When we look around the country, it’s not hard to find agencies — from municipal governments to the federal government — in financial trouble. Debt continues to balloon with no real solutions in sight.
When it comes to the news, we hear and read the stories, one after another, followed by an untold amount of posts complaining and condemning the politicians for getting us into this mess.
Some say the primary cause of the continuing and ballooning failures are local elections. There were a number of issues on the June 5 ballot, from tax increases to debt (borrowing/bonds) to candidates and more. One would think that there were enough issues to incite enough passion to get folks to act.
But did we act?
No. It’s called apathy, and it's alive and well across the country and here in Half Moon Bay.

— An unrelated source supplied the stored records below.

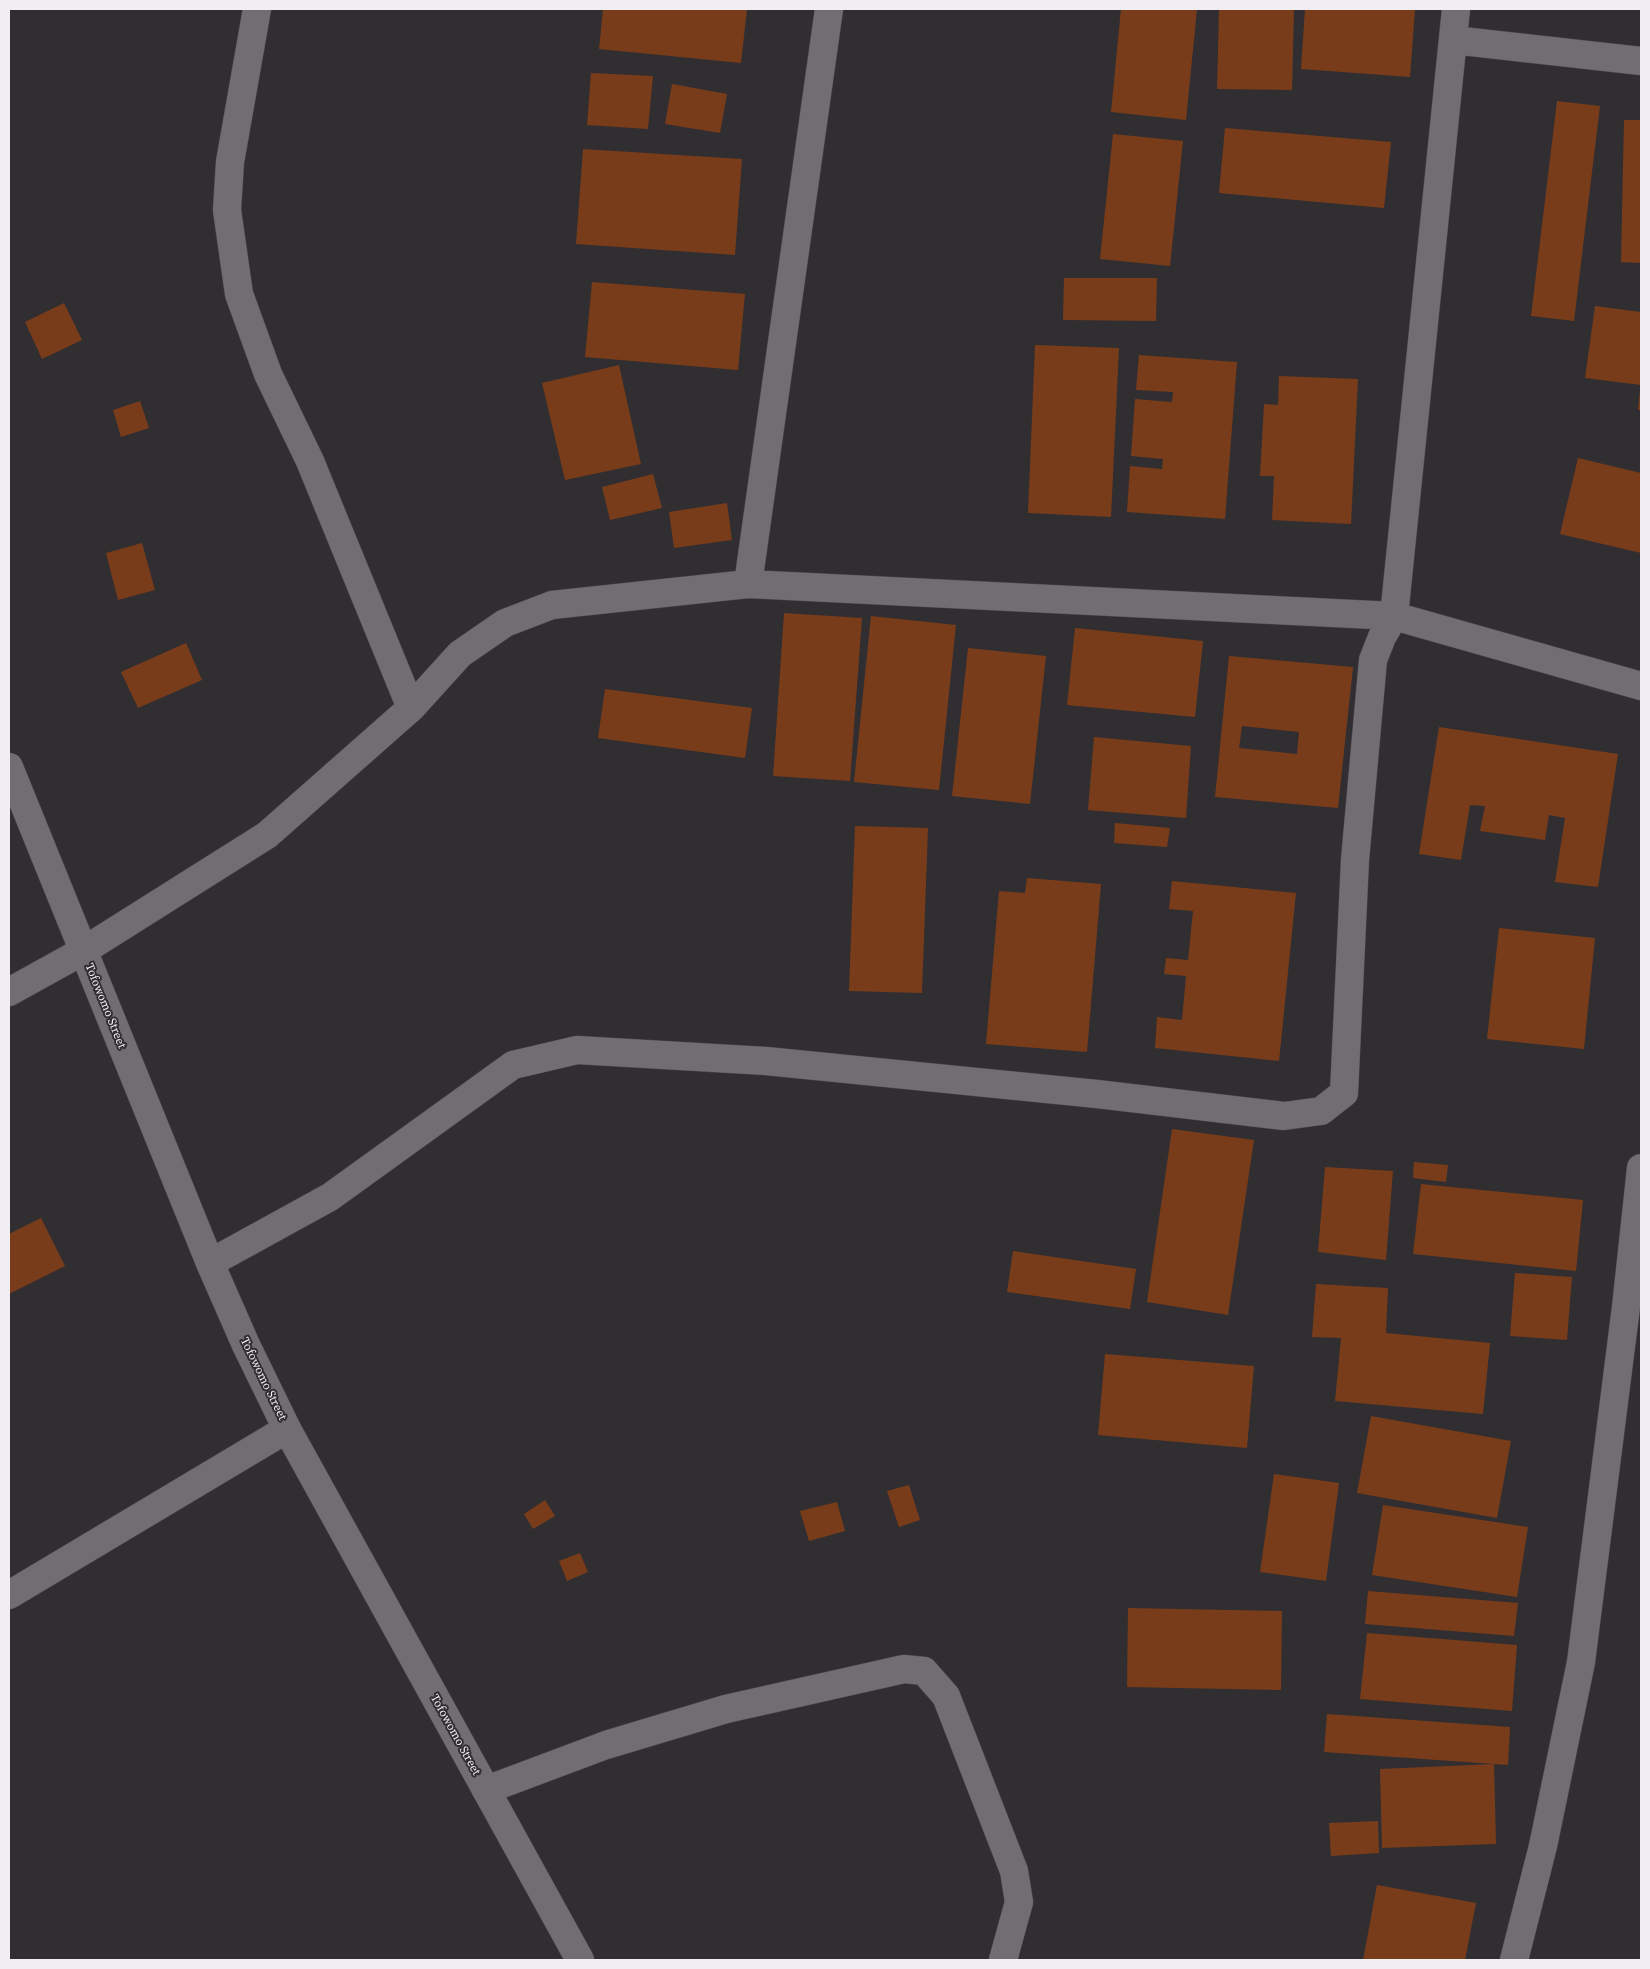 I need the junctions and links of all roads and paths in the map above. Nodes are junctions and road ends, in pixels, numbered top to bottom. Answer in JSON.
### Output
{"nodes":[{"id":1,"x":257,"y":9,"type":"edge"},
{"id":2,"x":828,"y":9,"type":"edge"},
{"id":3,"x":1456,"y":9,"type":"edge"},
{"id":4,"x":1453,"y":40,"type":"junction"},
{"id":5,"x":1641,"y":62,"type":"edge"},
{"id":6,"x":748,"y":584,"type":"junction"},
{"id":7,"x":1394,"y":616,"type":"junction"},
{"id":8,"x":1641,"y":686,"type":"edge"},
{"id":9,"x":411,"y":708,"type":"junction"},
{"id":10,"x":9,"y":767,"type":"edge"},
{"id":11,"x":83,"y":951,"type":"junction"},
{"id":12,"x":9,"y":992,"type":"edge"},
{"id":13,"x":1641,"y":1168,"type":"edge"},
{"id":14,"x":210,"y":1263,"type":"junction"},
{"id":15,"x":287,"y":1429,"type":"junction"},
{"id":16,"x":9,"y":1595,"type":"edge"},
{"id":17,"x":486,"y":1790,"type":"junction"},
{"id":18,"x":580,"y":1960,"type":"edge"},
{"id":19,"x":1003,"y":1960,"type":"edge"},
{"id":20,"x":1514,"y":1960,"type":"edge"}],
"edges":[{"from":1,"to":9,"type":"street"},
{"from":2,"to":6,"type":"street"},
{"from":3,"to":4,"type":"street"},
{"from":4,"to":5,"type":"street"},
{"from":4,"to":7,"type":"street"},
{"from":6,"to":7,"type":"street"},
{"from":6,"to":9,"type":"street"},
{"from":7,"to":8,"type":"street"},
{"from":7,"to":14,"type":"street"},
{"from":9,"to":11,"type":"street"},
{"from":10,"to":11,"type":"street","name":"Tofowomo Street"},
{"from":11,"to":12,"type":"street"},
{"from":11,"to":14,"type":"street","name":"Tofowomo Street"},
{"from":13,"to":20,"type":"street"},
{"from":14,"to":15,"type":"street","name":"Tofowomo Street"},
{"from":15,"to":16,"type":"street"},
{"from":15,"to":17,"type":"street","name":"Tofowomo Street"},
{"from":17,"to":18,"type":"street","name":"Tofowomo Street"},
{"from":17,"to":19,"type":"street"}]}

This year, two of the five Half Moon Bay City Council seats are open: Marina Fraser and John Muller, two incumbents, will have to reclaim their seats if they want to continue to be on the Council.
Both have announced their intention to run and both have pulled papers and filed those papers, making them both official candidates for the seats.

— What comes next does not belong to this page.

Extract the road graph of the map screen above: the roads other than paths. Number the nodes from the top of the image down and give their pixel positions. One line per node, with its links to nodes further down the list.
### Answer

The same two seats were open in 2007. Nobody other than the incumbents, Fraser and Muller, even bothered to file. The incumbents ran unopposed, a first in Half Moon Bay history.

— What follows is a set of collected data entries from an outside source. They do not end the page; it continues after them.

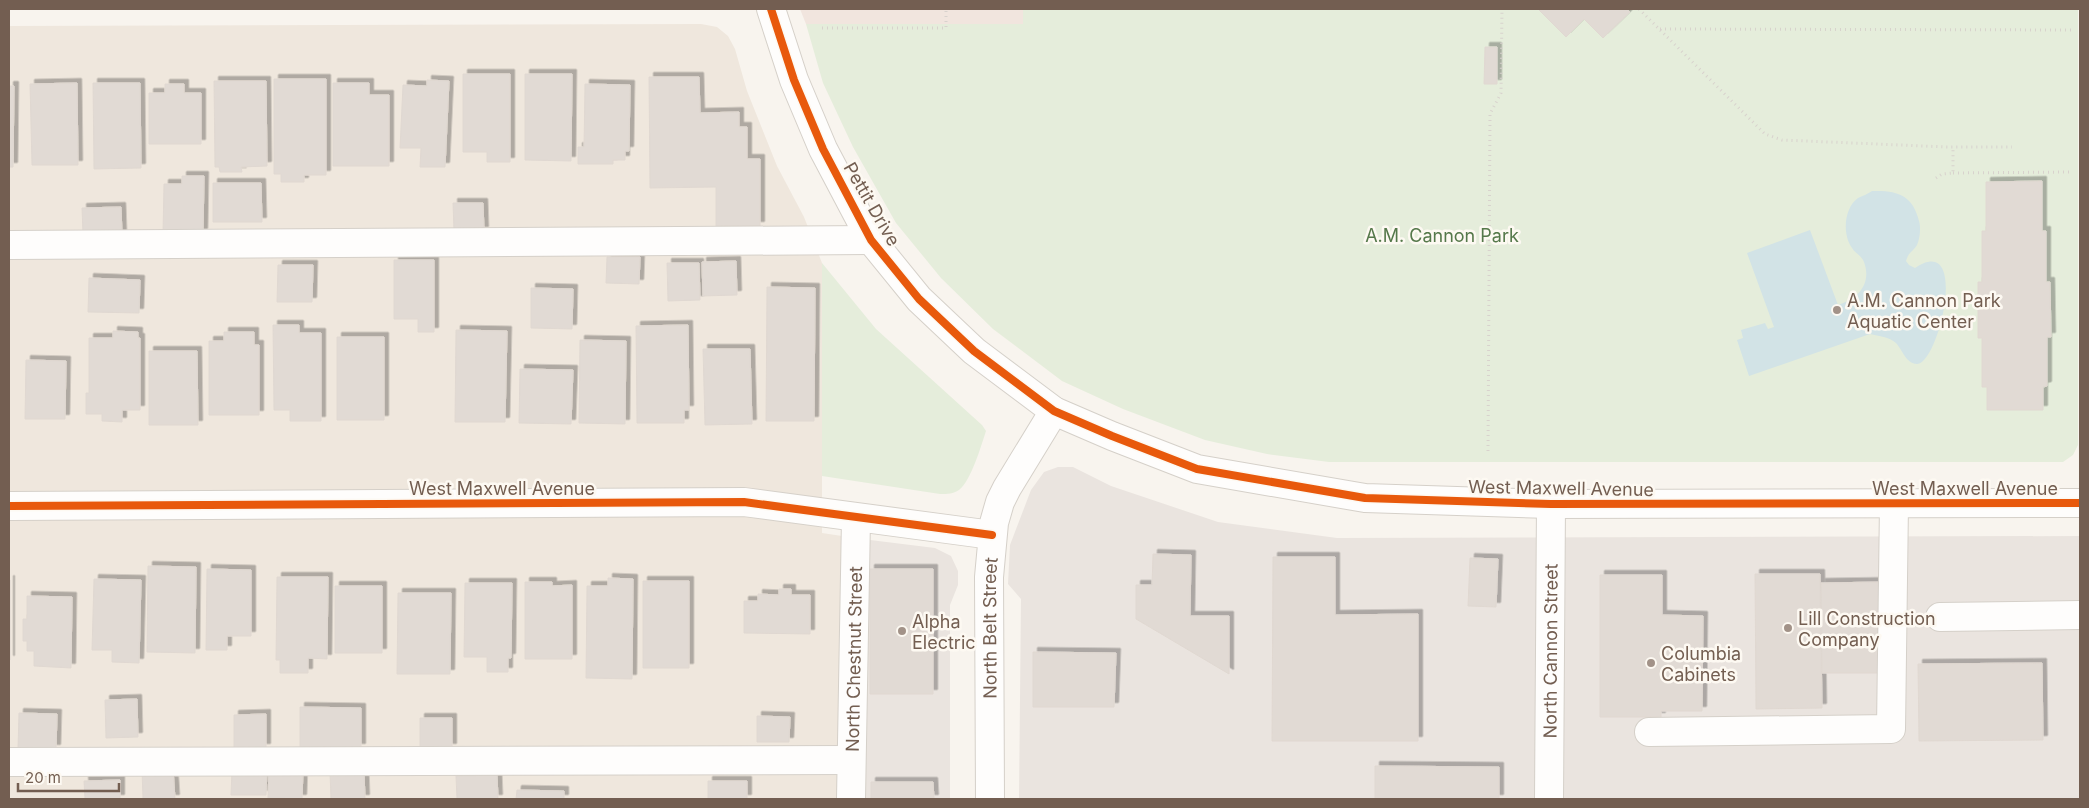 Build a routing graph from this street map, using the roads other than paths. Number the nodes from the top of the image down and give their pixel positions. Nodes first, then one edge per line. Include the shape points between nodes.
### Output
1 (771, 9) edge
2 (871, 240) junction
3 (9, 245) edge
4 (1054, 411) junction
5 (2080, 503) edge
6 (1551, 504) junction
7 (1894, 504) junction
8 (9, 506) edge
9 (856, 518) junction
10 (992, 535) junction
11 (2080, 615) edge
12 (1940, 617) dead end
13 (1649, 732) dead end
14 (851, 760) junction
15 (9, 762) edge
16 (851, 799) edge
17 (990, 799) edge
18 (1549, 799) edge

1 - 2 street, Pettit Drive via 794,80 823,149
2 - 3 street
2 - 4 street, Pettit Drive via 919,299 974,351
4 - 6 street, West Maxwell Avenue via 1197,469 1282,486 1364,498
4 - 10 street, North Belt Street via 1003,495
5 - 7 street, West Maxwell Avenue
6 - 7 street, West Maxwell Avenue
6 - 18 street, North Cannon Street
7 - 13 street via 1891,729
8 - 9 street, West Maxwell Avenue via 744,502
9 - 10 street, West Maxwell Avenue
9 - 14 street, North Chestnut Street
10 - 17 street, North Belt Street via 989,576
11 - 12 street
14 - 15 street
14 - 16 street, North Chestnut Street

Was the lack of challengers then due to everyone loving the incumbents and the job they’d done to that point?
Unlike 2007, however, Fraser and Muller are being challenged this year.
Two new faces — John Ullom and Harvey Rareback — have filed to run. Good. Now at least we will get discussion on City issues that campaigning brings. No free rides this time around, and the community benefits.
This is an opportunity to ask everyone who is eligible to vote and not registered, please register and vote. I would ask that those who are already registered to vote ... to vote. I know it is not always easy, but if you are sick of what our politicos have been doing with us and to us, it is incumbent on us to stand up and be counted. It really is about the only way we can hold our elected officials accountable.
By not even voting, let alone being an informed voter, you welcome and embrace the ability and will of the few as they impose their wants on us all.
It’s astounding that less than 50 percent of San Mateo County’s total population of 727,209 is registered to vote, according to Shape the Future.
We can explain some of that with eligibility when it comes to age, citizenship, new to the area and more. But a closer look at the numbers shows it’s not just that:
Out of the 307,702 registered voters in the recent June 5th Primary, we see that only 123,330 (36.52%) people voted. These are official results folks; under 40% turnout for a Presidential Primary election! That means that out of a population of 727,209 Countywide, only 123,330 (17% of the total population) voted. That, in turn, means that 17% of the county’s population determined the outcomes for us all.
This Republic needs the participation of us all, to the best of our ability. I am appealing to those that believe it doesn’t matter, to just look at the facts, think locally and about how many times you’ve heard, The City is going to do what? Or, The City has already done what?
“All politics is local” is an old saying that holds a lot of truth. How we vote nationally, from an individual standpoint, really probably doesn’t matter, but here on the Coast? It matters. Every vote matters. Time and again we’ve seen 10, 20, 30 votes separate passage from failure for candidates and measures.
We are the ones our elected officials place laws on. It is our elected officials that tell us what we can do and what we can’t do. Voting is our time to say what we feel and impose our will.
Please vote. Let’s cure Apathy around here and by doing so, place the folks we want in the positions to help us get what we need. It’s real and your vote counts.